Economic Impact Of Negative Reviews On Businesses In Same Area, But Targeting Different Audiences

Negative online reviews come in many forms, such as:

  • A simple 1 out of 5-star review on a site like one’s Google My Business listing (with no wording, just the 1 star review)
  • The same as above, except with a negative mention of the individuals or business itself — whether or not the person leaving the review even was a customer/client at all
  • A negative review on a local business directory-oriented site like Yelp
  • A long, story-based negative review on a Facebook page (often accompanied by video or images)
  • A negative comment on a YouTube video, often along with a thumbs-down (aka “down vote”)
  • Personal blog posts by customers/clients (real or fake) leaving a long-form blog post, often then with the link shared on social media
  • Actual negative stories carried by online publications which have local orientation, national niche publications, and even major national publications which have broad appeal and readership/viewership


In a top 10 population region, like the Dallas Metroplex, there often is a wide range of negative news about local individual business owners and businesses themselves.  This can range from negative publicity nationally against an individual whose business primarily is limited to just the county (in this case, Dallas County), all the way to a business which serves all 50 states and international customers in the same county (in this case, Dallas County).  That is why a good reputation management firm, which can clean up one’s reputation online is so helpful.


These resources explain just some of the impact of negative comments/reviews on these businesses:

1. Loss of revenue

According to Womply research, bad reviews on Google, Facebook, and Yelphave a significant effect on your revenue. A business with a 1-1.5star rating reports 33% less revenue than the average enterprise. Forbes reports that 94% of consumers avoid a company with bad reviews.


More importantly, a large portion of that research comes from browsing reviews. Negative reviews have become quite powerful in undermining a business’ reputation, leading to consequences:

  • Lowered search engine ranking: The star rating on major review websites has an immediate impact on consumer perception.
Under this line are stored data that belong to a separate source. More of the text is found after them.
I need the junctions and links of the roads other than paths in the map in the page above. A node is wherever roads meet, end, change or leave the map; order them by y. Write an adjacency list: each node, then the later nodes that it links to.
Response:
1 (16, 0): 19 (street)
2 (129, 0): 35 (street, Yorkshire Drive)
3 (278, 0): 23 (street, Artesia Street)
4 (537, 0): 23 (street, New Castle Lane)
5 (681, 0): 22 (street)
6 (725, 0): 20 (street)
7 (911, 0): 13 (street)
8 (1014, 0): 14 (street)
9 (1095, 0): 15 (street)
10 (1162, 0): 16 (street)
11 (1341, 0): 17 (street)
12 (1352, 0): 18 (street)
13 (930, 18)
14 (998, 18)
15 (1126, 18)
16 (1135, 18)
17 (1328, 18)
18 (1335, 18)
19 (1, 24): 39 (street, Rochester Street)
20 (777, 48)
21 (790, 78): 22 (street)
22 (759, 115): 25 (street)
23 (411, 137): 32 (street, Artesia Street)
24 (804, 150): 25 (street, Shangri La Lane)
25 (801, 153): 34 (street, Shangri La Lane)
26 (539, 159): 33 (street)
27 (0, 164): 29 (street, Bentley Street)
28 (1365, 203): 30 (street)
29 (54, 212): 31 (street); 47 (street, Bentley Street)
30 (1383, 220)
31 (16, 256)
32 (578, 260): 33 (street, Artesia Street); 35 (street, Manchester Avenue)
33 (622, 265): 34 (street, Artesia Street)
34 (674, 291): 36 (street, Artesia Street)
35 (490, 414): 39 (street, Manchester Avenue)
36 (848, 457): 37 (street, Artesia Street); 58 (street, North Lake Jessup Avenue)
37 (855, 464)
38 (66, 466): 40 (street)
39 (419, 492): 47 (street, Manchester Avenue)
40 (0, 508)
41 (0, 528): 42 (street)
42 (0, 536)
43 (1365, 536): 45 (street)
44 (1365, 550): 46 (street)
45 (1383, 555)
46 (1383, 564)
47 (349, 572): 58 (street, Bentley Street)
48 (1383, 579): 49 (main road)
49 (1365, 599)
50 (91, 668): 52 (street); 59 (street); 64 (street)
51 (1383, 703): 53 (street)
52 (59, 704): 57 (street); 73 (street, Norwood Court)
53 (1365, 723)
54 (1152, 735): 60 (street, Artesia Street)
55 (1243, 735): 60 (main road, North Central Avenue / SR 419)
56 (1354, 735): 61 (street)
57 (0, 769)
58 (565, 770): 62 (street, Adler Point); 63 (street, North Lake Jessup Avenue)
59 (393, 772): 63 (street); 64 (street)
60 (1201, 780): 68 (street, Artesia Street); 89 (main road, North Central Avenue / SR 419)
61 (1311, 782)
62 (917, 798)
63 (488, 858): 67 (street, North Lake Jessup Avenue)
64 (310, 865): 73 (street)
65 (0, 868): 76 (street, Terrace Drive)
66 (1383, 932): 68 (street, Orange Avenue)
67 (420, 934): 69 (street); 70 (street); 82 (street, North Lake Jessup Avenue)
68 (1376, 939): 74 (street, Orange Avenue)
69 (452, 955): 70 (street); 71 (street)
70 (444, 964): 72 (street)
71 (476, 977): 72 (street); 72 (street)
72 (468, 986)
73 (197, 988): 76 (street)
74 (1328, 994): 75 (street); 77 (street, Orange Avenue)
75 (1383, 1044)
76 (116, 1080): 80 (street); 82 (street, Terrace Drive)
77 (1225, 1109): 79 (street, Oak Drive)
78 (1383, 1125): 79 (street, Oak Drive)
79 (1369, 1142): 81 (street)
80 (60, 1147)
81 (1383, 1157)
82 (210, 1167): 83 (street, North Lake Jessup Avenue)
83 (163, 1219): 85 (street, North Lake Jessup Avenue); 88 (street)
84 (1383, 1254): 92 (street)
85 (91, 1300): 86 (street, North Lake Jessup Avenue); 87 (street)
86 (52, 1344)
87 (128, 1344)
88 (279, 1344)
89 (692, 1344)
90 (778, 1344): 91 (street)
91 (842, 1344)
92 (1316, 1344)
As a result, search engines will also rank your business based off of review ratings.

  • Reputational risk: Negative reviews cause potential customers to trust a business less.

  • Hard to fix: Having an abundance of negative reviews makes it difficult to regain trust and rebrand.
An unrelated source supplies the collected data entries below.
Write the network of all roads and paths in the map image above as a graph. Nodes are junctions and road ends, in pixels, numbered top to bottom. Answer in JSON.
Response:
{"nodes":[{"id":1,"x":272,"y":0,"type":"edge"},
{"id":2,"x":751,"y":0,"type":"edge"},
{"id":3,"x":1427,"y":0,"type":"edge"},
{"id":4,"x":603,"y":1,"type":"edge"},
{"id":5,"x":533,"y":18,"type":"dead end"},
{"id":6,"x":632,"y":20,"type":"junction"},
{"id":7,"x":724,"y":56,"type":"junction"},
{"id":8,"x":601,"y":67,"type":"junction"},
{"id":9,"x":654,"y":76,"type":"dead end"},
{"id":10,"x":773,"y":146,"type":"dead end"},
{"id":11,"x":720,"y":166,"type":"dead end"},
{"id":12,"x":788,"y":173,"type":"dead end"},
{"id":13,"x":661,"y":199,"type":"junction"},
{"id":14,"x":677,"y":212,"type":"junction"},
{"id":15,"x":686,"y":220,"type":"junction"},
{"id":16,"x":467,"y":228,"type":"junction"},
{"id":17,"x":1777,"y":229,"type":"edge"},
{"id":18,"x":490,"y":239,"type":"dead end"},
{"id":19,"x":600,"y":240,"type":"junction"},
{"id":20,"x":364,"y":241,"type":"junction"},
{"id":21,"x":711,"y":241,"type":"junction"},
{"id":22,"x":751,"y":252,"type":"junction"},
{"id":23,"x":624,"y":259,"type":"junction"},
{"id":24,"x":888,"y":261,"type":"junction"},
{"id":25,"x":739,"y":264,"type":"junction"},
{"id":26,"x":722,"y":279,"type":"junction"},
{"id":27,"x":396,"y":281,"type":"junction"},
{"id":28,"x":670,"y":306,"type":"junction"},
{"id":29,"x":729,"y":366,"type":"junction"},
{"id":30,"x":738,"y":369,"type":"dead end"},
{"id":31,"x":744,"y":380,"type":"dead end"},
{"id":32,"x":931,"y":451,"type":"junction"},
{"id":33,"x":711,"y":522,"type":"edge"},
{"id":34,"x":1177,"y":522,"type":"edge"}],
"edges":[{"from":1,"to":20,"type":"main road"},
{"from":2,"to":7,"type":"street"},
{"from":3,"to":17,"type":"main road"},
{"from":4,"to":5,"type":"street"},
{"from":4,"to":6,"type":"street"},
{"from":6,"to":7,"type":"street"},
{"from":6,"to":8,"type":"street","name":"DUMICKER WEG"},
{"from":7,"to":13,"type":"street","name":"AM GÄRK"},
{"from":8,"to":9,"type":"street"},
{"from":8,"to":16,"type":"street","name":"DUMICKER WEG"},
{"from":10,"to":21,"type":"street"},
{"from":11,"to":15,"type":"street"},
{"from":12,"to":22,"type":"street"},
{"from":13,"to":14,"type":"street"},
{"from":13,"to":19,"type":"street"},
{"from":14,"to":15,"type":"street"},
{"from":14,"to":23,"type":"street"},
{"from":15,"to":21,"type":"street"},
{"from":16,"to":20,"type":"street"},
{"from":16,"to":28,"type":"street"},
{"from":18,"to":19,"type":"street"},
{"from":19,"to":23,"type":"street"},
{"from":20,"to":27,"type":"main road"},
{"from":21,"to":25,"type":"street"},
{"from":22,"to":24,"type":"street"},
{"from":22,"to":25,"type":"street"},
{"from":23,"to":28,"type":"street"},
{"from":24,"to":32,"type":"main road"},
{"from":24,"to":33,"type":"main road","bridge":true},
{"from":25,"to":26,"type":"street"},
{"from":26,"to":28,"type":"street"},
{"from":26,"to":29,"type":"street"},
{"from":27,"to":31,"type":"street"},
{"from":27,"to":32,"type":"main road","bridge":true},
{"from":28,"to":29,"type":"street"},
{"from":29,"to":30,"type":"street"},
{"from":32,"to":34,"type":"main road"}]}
The 2018 ReviewTrackers Online Reviews Survey found that negative reviews convinced 94% of consumers surveyed to avoid a particular business.

In addition, the BrightLocal survey found that 73% of consumers surveyed said they trust a local business more if it has positive customer reviews, whereas 50% of consumers said that negative customer reviews make them question the quality of a business.

More surprisingly, 85% of consumers in the BrightLocal survey trusted online reviews as much as they did recommendations from friends and family, which suggests that online reviews now hold nearly as much sway as personal referrals.


The Negative Impact of Reviews on Businesses



Some examples of this impacting two totally different businesses happened in Dallas County:

  • A situation accusing an individual of politically incorrect entity structuring hurt the reputation of a local politician and local business owner:  123456 and 7
  • A company on the Eastern side of the same county (Dallas County) got fined over $10 million for business practices which it disputed, but the reputation management damage hurt the company significantly across the county as it serves the real estate industry in/around college campuses:  1, 2, 3, 4, 5, 6, 7



The additional negative impact on these businesses requires hard costs for cleaning up one’s reputation, if at all possible, besides the long-term impact of the negative publicity.  Some of these costs include:

  • Paid press releases
  • Video production costs
  • Link building costs
  • Profile creation costs on reputable websites/blogs
  • Time costs to address the negative reviews
  • Much more


As you can see, even just one negative mention can harm a business’ bottom line — especially if the review is fake.  Not many safeguards exist for these parties who receive the impact of negative reviews as the websites which permit the reviews do not have many options for the business receiving the fake review.  Many sites won’t pull down the fake review if the person leaving the review actually wasn’t even a customer or client; and oftentimes a court order is required to have the search engines de-index the link (URL) — yet the original source with the negative review will still host it and still be indexed by other search engines.

Negative reviews and comments and stories have tremendous impact so having a solid reputation management plan in place seems to be an increasing priority for business owners, regardless of whether they market locally or nationally.